Return every entry in full, with no alterations.

*** Block opens ***

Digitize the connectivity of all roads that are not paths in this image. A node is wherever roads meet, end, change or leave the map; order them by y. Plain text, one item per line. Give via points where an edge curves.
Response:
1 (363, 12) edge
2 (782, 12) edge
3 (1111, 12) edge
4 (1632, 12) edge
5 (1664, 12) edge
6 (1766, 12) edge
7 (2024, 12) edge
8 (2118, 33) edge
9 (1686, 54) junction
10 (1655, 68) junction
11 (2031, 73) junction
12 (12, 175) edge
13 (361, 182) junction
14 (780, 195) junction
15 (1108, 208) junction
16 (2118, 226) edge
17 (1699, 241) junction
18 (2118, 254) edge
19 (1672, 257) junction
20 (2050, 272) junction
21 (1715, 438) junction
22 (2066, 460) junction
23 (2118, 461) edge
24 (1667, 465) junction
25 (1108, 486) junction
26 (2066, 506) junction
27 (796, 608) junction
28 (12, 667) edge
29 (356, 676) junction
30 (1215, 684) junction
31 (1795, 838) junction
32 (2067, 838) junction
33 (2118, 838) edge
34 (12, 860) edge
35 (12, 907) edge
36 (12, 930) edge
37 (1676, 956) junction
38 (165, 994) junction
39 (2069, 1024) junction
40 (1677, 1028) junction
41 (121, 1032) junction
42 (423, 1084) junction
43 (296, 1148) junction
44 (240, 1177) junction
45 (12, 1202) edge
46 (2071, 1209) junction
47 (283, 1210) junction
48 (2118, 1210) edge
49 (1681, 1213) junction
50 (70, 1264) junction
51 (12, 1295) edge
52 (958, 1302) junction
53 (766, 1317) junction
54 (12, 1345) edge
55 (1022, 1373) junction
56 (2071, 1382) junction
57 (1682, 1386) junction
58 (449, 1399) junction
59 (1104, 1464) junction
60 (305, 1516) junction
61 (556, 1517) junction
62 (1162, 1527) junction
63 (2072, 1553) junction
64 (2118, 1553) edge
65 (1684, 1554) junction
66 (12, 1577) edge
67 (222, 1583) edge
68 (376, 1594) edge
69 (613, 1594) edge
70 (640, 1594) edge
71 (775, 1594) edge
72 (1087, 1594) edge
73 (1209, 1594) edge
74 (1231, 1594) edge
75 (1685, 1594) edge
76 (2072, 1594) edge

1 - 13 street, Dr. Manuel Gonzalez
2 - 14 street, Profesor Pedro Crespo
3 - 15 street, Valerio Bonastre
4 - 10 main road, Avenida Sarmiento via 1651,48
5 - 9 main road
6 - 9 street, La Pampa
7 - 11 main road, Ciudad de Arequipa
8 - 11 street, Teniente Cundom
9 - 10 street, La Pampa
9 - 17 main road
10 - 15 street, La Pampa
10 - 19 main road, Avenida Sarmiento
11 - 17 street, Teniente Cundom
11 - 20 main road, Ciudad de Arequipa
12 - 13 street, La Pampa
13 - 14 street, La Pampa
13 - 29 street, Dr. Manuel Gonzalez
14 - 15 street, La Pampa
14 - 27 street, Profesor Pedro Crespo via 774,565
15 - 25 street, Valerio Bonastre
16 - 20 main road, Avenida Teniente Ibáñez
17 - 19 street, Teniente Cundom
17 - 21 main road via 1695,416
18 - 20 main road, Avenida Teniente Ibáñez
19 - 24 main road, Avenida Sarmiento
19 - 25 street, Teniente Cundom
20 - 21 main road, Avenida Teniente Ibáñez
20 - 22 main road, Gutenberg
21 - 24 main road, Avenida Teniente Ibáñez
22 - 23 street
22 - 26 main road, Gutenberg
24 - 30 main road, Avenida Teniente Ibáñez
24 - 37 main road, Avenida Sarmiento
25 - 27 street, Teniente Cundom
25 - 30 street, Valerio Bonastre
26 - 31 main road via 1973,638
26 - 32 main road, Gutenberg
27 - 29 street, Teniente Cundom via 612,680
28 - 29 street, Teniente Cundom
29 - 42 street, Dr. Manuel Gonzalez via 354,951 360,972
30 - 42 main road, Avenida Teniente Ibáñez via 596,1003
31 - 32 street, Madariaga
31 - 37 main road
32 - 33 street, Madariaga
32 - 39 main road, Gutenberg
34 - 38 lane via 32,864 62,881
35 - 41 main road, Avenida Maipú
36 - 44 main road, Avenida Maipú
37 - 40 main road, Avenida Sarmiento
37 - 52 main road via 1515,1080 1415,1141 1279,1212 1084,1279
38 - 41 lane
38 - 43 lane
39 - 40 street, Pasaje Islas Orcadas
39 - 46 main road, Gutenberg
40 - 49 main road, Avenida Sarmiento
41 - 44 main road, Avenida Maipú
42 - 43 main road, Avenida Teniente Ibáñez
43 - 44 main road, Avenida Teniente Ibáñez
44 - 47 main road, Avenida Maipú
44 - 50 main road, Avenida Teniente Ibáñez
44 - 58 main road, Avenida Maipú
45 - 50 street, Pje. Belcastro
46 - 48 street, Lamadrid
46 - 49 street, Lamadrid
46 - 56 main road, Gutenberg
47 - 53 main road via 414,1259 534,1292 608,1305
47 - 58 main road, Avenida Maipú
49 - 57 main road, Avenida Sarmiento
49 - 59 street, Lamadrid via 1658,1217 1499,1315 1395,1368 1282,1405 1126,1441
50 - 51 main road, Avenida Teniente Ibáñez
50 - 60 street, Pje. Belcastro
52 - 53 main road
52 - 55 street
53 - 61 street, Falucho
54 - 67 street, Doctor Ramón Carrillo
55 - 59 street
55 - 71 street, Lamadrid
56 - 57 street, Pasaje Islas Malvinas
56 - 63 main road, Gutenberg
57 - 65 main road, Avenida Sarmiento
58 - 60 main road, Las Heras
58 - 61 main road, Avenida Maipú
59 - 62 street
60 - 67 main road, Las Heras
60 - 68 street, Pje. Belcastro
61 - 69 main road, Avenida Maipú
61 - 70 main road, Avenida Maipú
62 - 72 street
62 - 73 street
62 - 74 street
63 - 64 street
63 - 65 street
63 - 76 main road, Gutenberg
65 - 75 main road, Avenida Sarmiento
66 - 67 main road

*** Block closes ***

• [Response box]:
Digitize the connectivity of all roads that are not paths in this image. A node is wherever roads meet, end, change or leave the map; order them by y. Plain text, one item per line. Give via points where an edge curves.
Response:
1 (363, 12) edge
2 (782, 12) edge
3 (1111, 12) edge
4 (1632, 12) edge
5 (1664, 12) edge
6 (1766, 12) edge
7 (2024, 12) edge
8 (2118, 33) edge
9 (1686, 54) junction
10 (1655, 68) junction
11 (2031, 73) junction
12 (12, 175) edge
13 (361, 182) junction
14 (780, 195) junction
15 (1108, 208) junction
16 (2118, 226) edge
17 (1699, 241) junction
18 (2118, 254) edge
19 (1672, 257) junction
20 (2050, 272) junction
21 (1715, 438) junction
22 (2066, 460) junction
23 (2118, 461) edge
24 (1667, 465) junction
25 (1108, 486) junction
26 (2066, 506) junction
27 (796, 608) junction
28 (12, 667) edge
29 (356, 676) junction
30 (1215, 684) junction
31 (1795, 838) junction
32 (2067, 838) junction
33 (2118, 838) edge
34 (12, 860) edge
35 (12, 907) edge
36 (12, 930) edge
37 (1676, 956) junction
38 (165, 994) junction
39 (2069, 1024) junction
40 (1677, 1028) junction
41 (121, 1032) junction
42 (423, 1084) junction
43 (296, 1148) junction
44 (240, 1177) junction
45 (12, 1202) edge
46 (2071, 1209) junction
47 (283, 1210) junction
48 (2118, 1210) edge
49 (1681, 1213) junction
50 (70, 1264) junction
51 (12, 1295) edge
52 (958, 1302) junction
53 (766, 1317) junction
54 (12, 1345) edge
55 (1022, 1373) junction
56 (2071, 1382) junction
57 (1682, 1386) junction
58 (449, 1399) junction
59 (1104, 1464) junction
60 (305, 1516) junction
61 (556, 1517) junction
62 (1162, 1527) junction
63 (2072, 1553) junction
64 (2118, 1553) edge
65 (1684, 1554) junction
66 (12, 1577) edge
67 (222, 1583) edge
68 (376, 1594) edge
69 (613, 1594) edge
70 (640, 1594) edge
71 (775, 1594) edge
72 (1087, 1594) edge
73 (1209, 1594) edge
74 (1231, 1594) edge
75 (1685, 1594) edge
76 (2072, 1594) edge

1 - 13 street, Dr. Manuel Gonzalez
2 - 14 street, Profesor Pedro Crespo
3 - 15 street, Valerio Bonastre
4 - 10 main road, Avenida Sarmiento via 1651,48
5 - 9 main road
6 - 9 street, La Pampa
7 - 11 main road, Ciudad de Arequipa
8 - 11 street, Teniente Cundom
9 - 10 street, La Pampa
9 - 17 main road
10 - 15 street, La Pampa
10 - 19 main road, Avenida Sarmiento
11 - 17 street, Teniente Cundom
11 - 20 main road, Ciudad de Arequipa
12 - 13 street, La Pampa
13 - 14 street, La Pampa
13 - 29 street, Dr. Manuel Gonzalez
14 - 15 street, La Pampa
14 - 27 street, Profesor Pedro Crespo via 774,565
15 - 25 street, Valerio Bonastre
16 - 20 main road, Avenida Teniente Ibáñez
17 - 19 street, Teniente Cundom
17 - 21 main road via 1695,416
18 - 20 main road, Avenida Teniente Ibáñez
19 - 24 main road, Avenida Sarmiento
19 - 25 street, Teniente Cundom
20 - 21 main road, Avenida Teniente Ibáñez
20 - 22 main road, Gutenberg
21 - 24 main road, Avenida Teniente Ibáñez
22 - 23 street
22 - 26 main road, Gutenberg
24 - 30 main road, Avenida Teniente Ibáñez
24 - 37 main road, Avenida Sarmiento
25 - 27 street, Teniente Cundom
25 - 30 street, Valerio Bonastre
26 - 31 main road via 1973,638
26 - 32 main road, Gutenberg
27 - 29 street, Teniente Cundom via 612,680
28 - 29 street, Teniente Cundom
29 - 42 street, Dr. Manuel Gonzalez via 354,951 360,972
30 - 42 main road, Avenida Teniente Ibáñez via 596,1003
31 - 32 street, Madariaga
31 - 37 main road
32 - 33 street, Madariaga
32 - 39 main road, Gutenberg
34 - 38 lane via 32,864 62,881
35 - 41 main road, Avenida Maipú
36 - 44 main road, Avenida Maipú
37 - 40 main road, Avenida Sarmiento
37 - 52 main road via 1515,1080 1415,1141 1279,1212 1084,1279
38 - 41 lane
38 - 43 lane
39 - 40 street, Pasaje Islas Orcadas
39 - 46 main road, Gutenberg
40 - 49 main road, Avenida Sarmiento
41 - 44 main road, Avenida Maipú
42 - 43 main road, Avenida Teniente Ibáñez
43 - 44 main road, Avenida Teniente Ibáñez
44 - 47 main road, Avenida Maipú
44 - 50 main road, Avenida Teniente Ibáñez
44 - 58 main road, Avenida Maipú
45 - 50 street, Pje. Belcastro
46 - 48 street, Lamadrid
46 - 49 street, Lamadrid
46 - 56 main road, Gutenberg
47 - 53 main road via 414,1259 534,1292 608,1305
47 - 58 main road, Avenida Maipú
49 - 57 main road, Avenida Sarmiento
49 - 59 street, Lamadrid via 1658,1217 1499,1315 1395,1368 1282,1405 1126,1441
50 - 51 main road, Avenida Teniente Ibáñez
50 - 60 street, Pje. Belcastro
52 - 53 main road
52 - 55 street
53 - 61 street, Falucho
54 - 67 street, Doctor Ramón Carrillo
55 - 59 street
55 - 71 street, Lamadrid
56 - 57 street, Pasaje Islas Malvinas
56 - 63 main road, Gutenberg
57 - 65 main road, Avenida Sarmiento
58 - 60 main road, Las Heras
58 - 61 main road, Avenida Maipú
59 - 62 street
60 - 67 main road, Las Heras
60 - 68 street, Pje. Belcastro
61 - 69 main road, Avenida Maipú
61 - 70 main road, Avenida Maipú
62 - 72 street
62 - 73 street
62 - 74 street
63 - 64 street
63 - 65 street
63 - 76 main road, Gutenberg
65 - 75 main road, Avenida Sarmiento
66 - 67 main road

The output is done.